Stored data
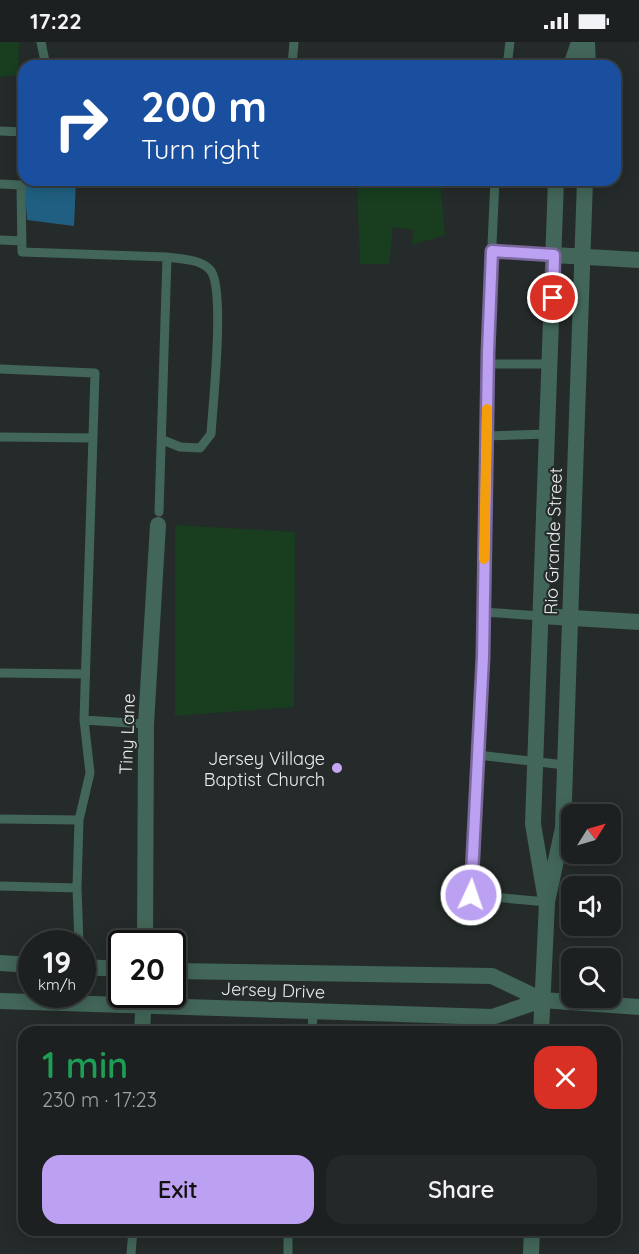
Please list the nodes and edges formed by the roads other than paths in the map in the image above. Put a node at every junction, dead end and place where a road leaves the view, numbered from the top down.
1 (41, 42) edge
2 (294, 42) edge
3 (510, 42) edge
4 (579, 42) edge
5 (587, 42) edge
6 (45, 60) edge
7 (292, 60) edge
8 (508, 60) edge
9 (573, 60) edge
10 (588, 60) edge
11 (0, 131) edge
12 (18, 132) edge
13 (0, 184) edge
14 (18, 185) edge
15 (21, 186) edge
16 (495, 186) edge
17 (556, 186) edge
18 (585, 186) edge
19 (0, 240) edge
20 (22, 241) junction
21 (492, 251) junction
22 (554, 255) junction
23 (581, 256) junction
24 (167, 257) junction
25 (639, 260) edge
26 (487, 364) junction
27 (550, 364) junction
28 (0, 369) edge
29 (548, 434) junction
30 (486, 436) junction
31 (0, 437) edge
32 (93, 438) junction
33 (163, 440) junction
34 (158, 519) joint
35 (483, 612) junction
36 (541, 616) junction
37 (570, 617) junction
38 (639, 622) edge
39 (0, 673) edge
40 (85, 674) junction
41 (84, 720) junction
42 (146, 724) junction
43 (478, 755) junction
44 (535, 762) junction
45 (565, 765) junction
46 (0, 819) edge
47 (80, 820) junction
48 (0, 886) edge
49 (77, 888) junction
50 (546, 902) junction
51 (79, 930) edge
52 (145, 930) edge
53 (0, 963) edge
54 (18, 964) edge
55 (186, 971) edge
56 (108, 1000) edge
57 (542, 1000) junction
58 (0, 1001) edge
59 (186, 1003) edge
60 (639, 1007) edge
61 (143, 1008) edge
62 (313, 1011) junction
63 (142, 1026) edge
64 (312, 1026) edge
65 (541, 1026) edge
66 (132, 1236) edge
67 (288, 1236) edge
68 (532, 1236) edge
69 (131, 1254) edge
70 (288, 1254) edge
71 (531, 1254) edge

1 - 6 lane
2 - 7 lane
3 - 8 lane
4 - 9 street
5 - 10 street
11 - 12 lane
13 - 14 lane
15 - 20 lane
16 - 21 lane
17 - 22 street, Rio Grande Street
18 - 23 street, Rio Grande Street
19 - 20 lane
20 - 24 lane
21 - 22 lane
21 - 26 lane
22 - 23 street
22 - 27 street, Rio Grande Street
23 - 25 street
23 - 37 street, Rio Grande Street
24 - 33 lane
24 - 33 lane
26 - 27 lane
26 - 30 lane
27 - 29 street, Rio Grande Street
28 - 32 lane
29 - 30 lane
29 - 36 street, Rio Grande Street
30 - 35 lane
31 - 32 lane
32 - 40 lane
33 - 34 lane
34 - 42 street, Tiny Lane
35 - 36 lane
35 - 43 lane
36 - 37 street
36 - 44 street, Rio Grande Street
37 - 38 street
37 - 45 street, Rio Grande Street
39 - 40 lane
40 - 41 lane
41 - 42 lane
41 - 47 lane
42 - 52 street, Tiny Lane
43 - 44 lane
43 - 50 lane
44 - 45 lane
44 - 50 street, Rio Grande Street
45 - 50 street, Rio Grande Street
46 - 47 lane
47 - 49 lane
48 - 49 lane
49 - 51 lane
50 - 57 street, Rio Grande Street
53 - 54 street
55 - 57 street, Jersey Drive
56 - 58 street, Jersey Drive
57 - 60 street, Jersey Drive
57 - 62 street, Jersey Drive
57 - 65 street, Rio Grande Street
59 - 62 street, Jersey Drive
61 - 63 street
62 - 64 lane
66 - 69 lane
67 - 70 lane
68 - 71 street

Task to carry out -
Scan the records above for the word "Jersey". Copy each line that has it.

Written solution -
55 - 57 street, Jersey Drive
56 - 58 street, Jersey Drive
57 - 60 street, Jersey Drive
57 - 62 street, Jersey Drive
59 - 62 street, Jersey Drive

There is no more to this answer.